Jonelle und Tim Price sind heute in der Vielseitigkeit das, was einst Prinzessin Anne und Captain Mark Phillips waren – ein richtiges Power-Paar. 2016 schrieben sie Geschichte als erstes Ehepaar, das gemeinsam in einem Team sein Land bei Olympischen Spielen vertrat (und Platz vier belegte). 2018 gewann Jonelle in Badminton und Tim in Burghley– der Lohn für lange Jahre harter Arbeit.

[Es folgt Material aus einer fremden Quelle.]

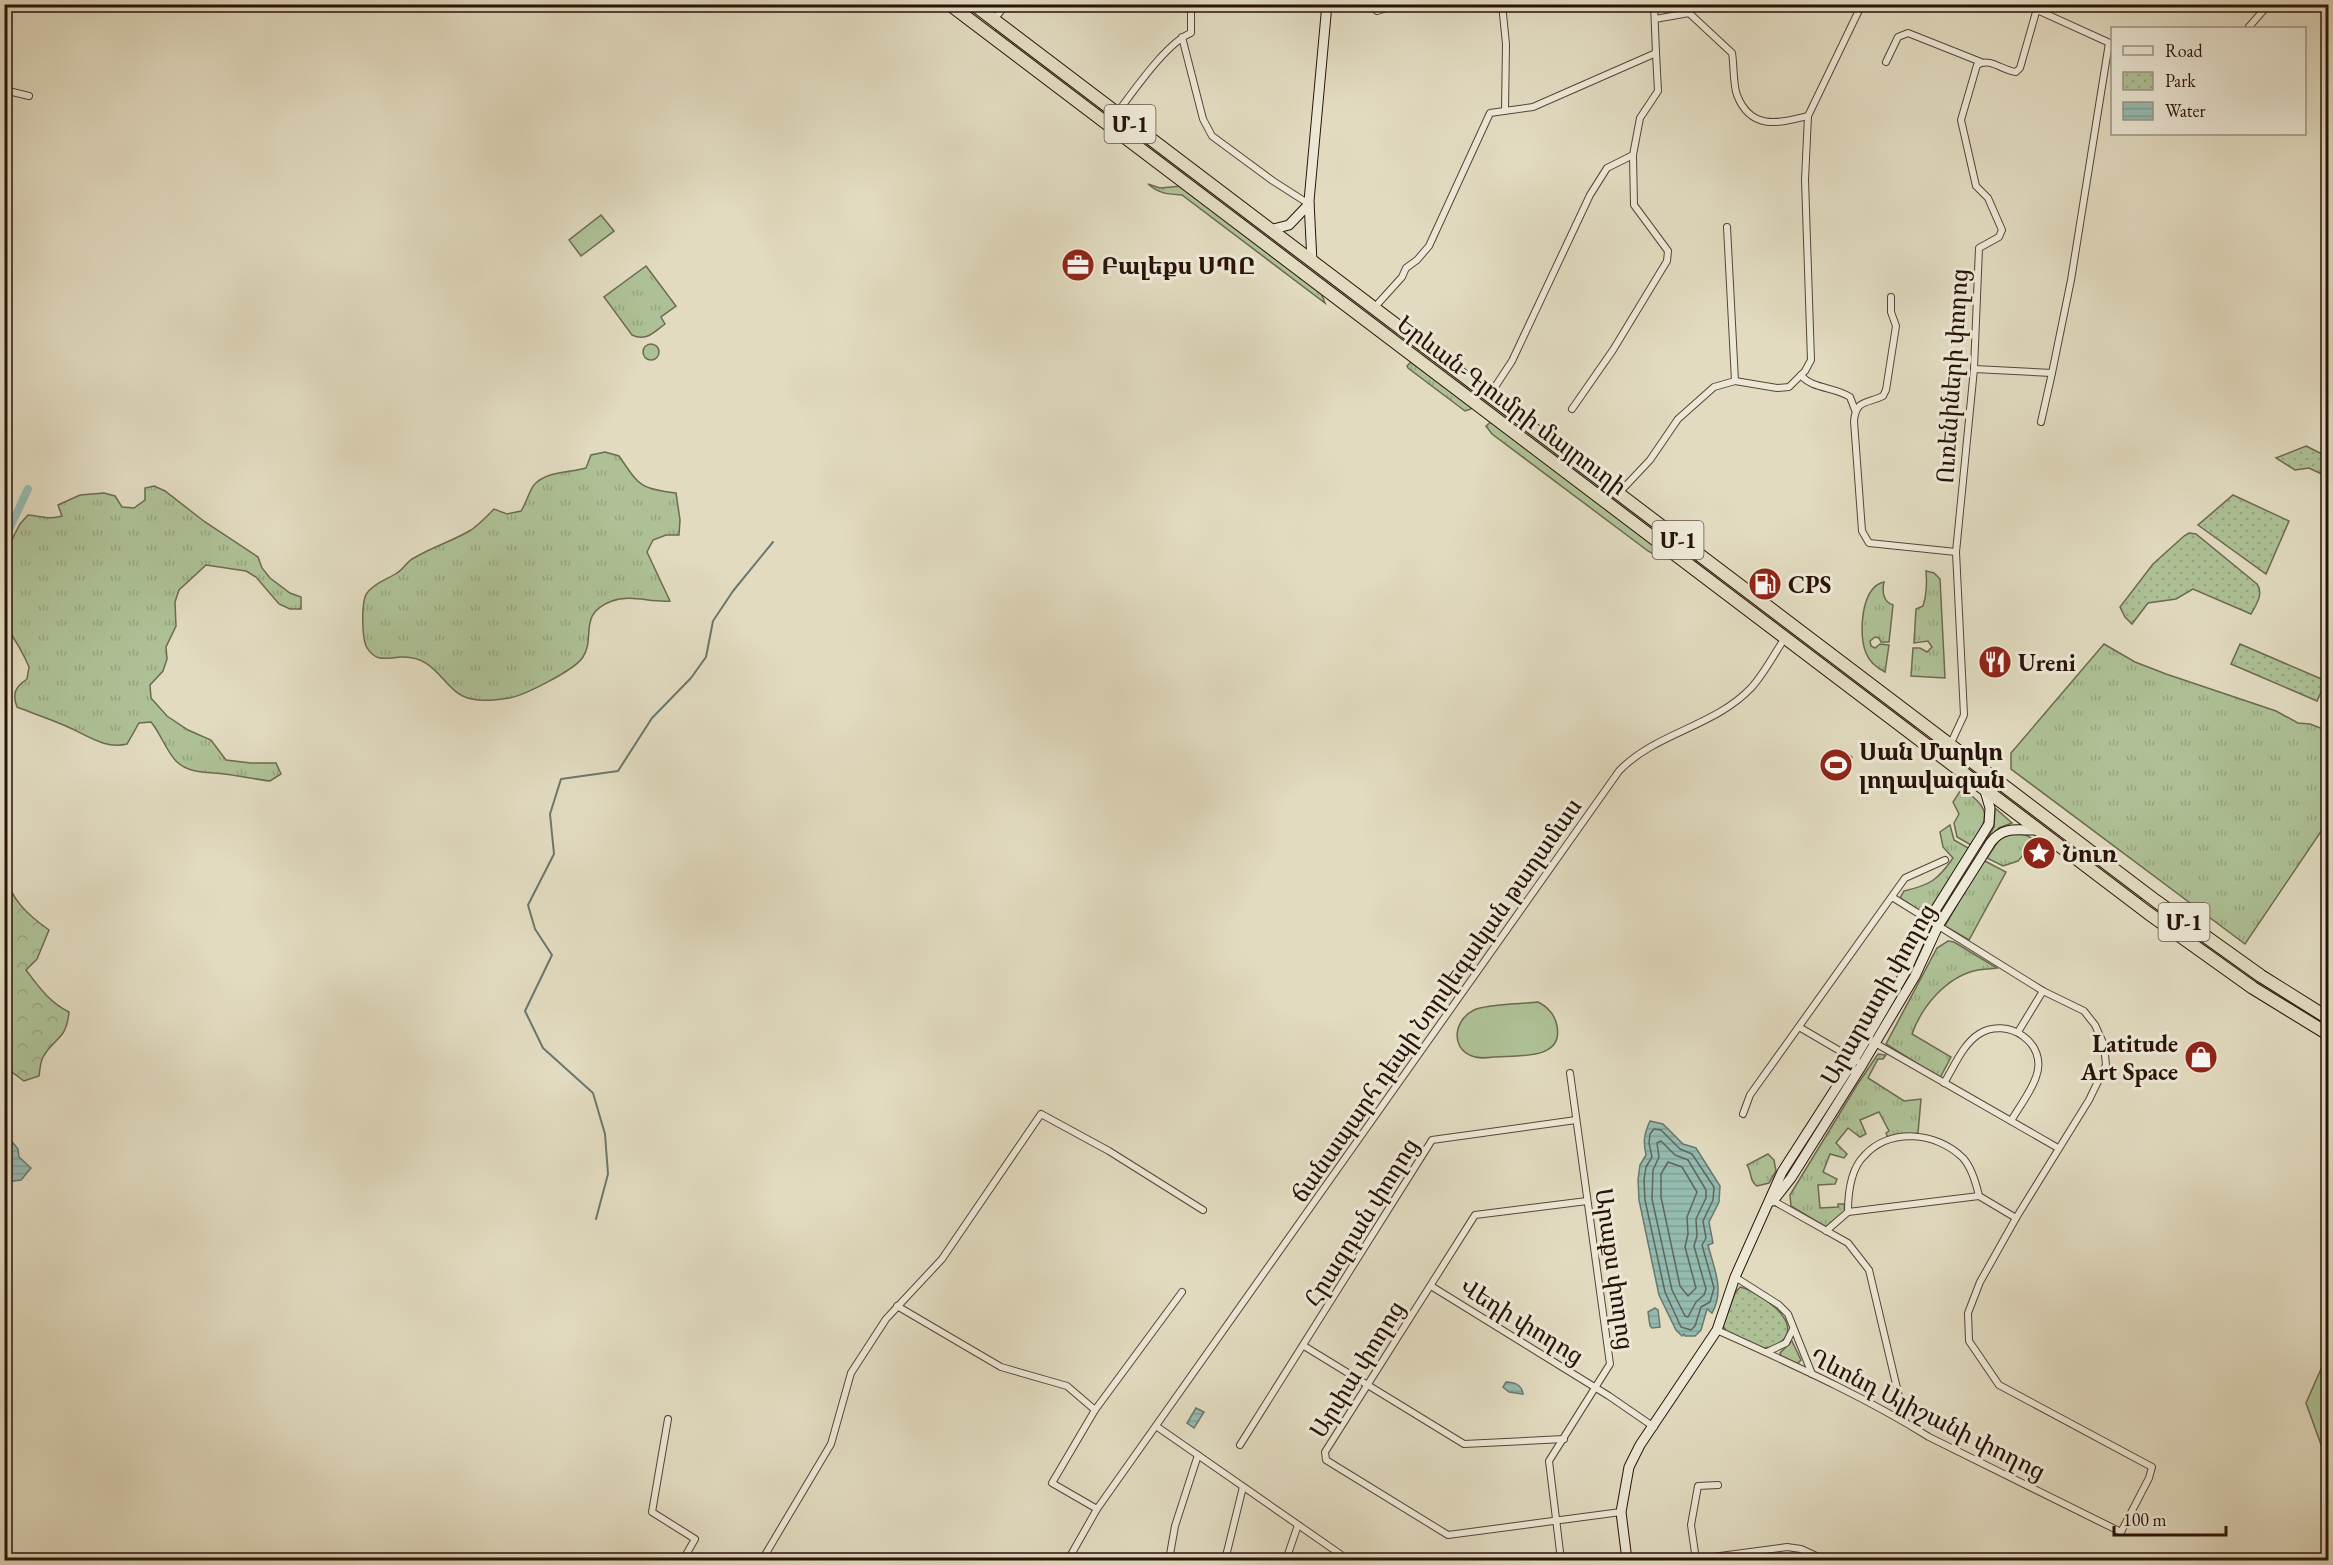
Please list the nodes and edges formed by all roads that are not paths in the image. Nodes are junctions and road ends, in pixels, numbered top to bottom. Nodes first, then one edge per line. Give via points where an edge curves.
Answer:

Die am 14. Oktober 1980 geborene Jonelle Price wuchs in Motoueka, Neuseeland, auf. Pferdehintergrund? Fehlanzeige! „Meine Mutter hatte Angst vor Tieren und mein Vater hat sie gehasst“, bringt Jonelle es auf den Punkt. Sie selbst hatte allerdings von Kindesbeinen an eine geradezu „bizarre Pferdebesessenheit“. Und die Liebe zur Vielseitigkeit entwickelte sich bei ihr wie die zum Springreiten bei Kent Farrington: vor dem Fernseher. Wie gebannt saß sie vor dem Bildschirm und sah Mark Todd dabei zu, wie er durch den Cross von Badminton flog. Rund 30 Jahre später ritt sie nicht nur Seite an Seite mit der lebenden Legende, sondern schlug ihn auch noch aus dem Feld.

Die erste Station auf dem Weg dorthin war der Ponyclub. Sie schaffte es immer zu reiten. Doch beruflich hätte sie eigentlich in Robe im Gerichtssaal Plädoyers halten sollen, statt in Reithosen durchs Gelände zu galoppieren. Sie begann ein Jura- Studium. Doch nach einem Jahr der Uni war der Wunsch, sich auf die Pferde und das Reiten zu konzentrieren, einfach übermächtig. Jonelle beschloss, sich ein Jahr Auszeit zu gönnen, zu reiten und zu schauen, wie es funktioniert. Es hat nie einen Weg zurück gegeben. Sie lebte davon, Pferde auszubilden und zu verkaufen. Dann lernte sie ihren Mann Tim kennen und 2005 zogen die beiden nach England, wo sie heute einen professionellen Vielseitigkeitsstall mit rund 30 Pferden leiten. Sie sind ganz oben angekommen und auch Jonelle Price sagt, dass es „ein bisschen Talent und harte Arbeit“ war, die dafür gesorgt ha- ben, dass sie inzwischen Erfolge verbuchen konnten, die jenseits allem sind, was sie sich je erträumt haben. „Es zeigt, dass man am Ende alles erreichen kann, wenn man nur will. Es ist eine Ansammlung an Jahren, in denen man immer wieder an die Tür geklopft hat. Und wenn man nur lange genug klopft, dann öffnet sich die Tür langsam.“ Spätestens nach ihrem Badminton- Sieg hatten auch Jonelles Eltern realisiert, was ihre Tochter alles erreicht hat: „Für den Pferdesport ist es wie Wimbledon fürs Tennis. Ich bin sicher, über Jahre dachten sie: ,Was zur Hölle macht sie da eigentlich, wenn sie diesem verrückten Traum nachjagt?‘ Inzwischen ist bei ihnen angekommen, dass das etwas ziemlich Großes ist.“ Fürwahr!

Power-Paar: Die Vielseitigkeitsreiter Jonelle und Tim Price.


ZUR PERSON: JONELLE PRICE

Jahrgang 1980, geboren und aufgewachsen in Neuseeland. Seit 2005 mit Mann Tim in Großbritannien zuhause. Siegerin beim CCI4* Badminton 2018, Mannschaftsbronze Olympia 2012, Platz vier WM 2014.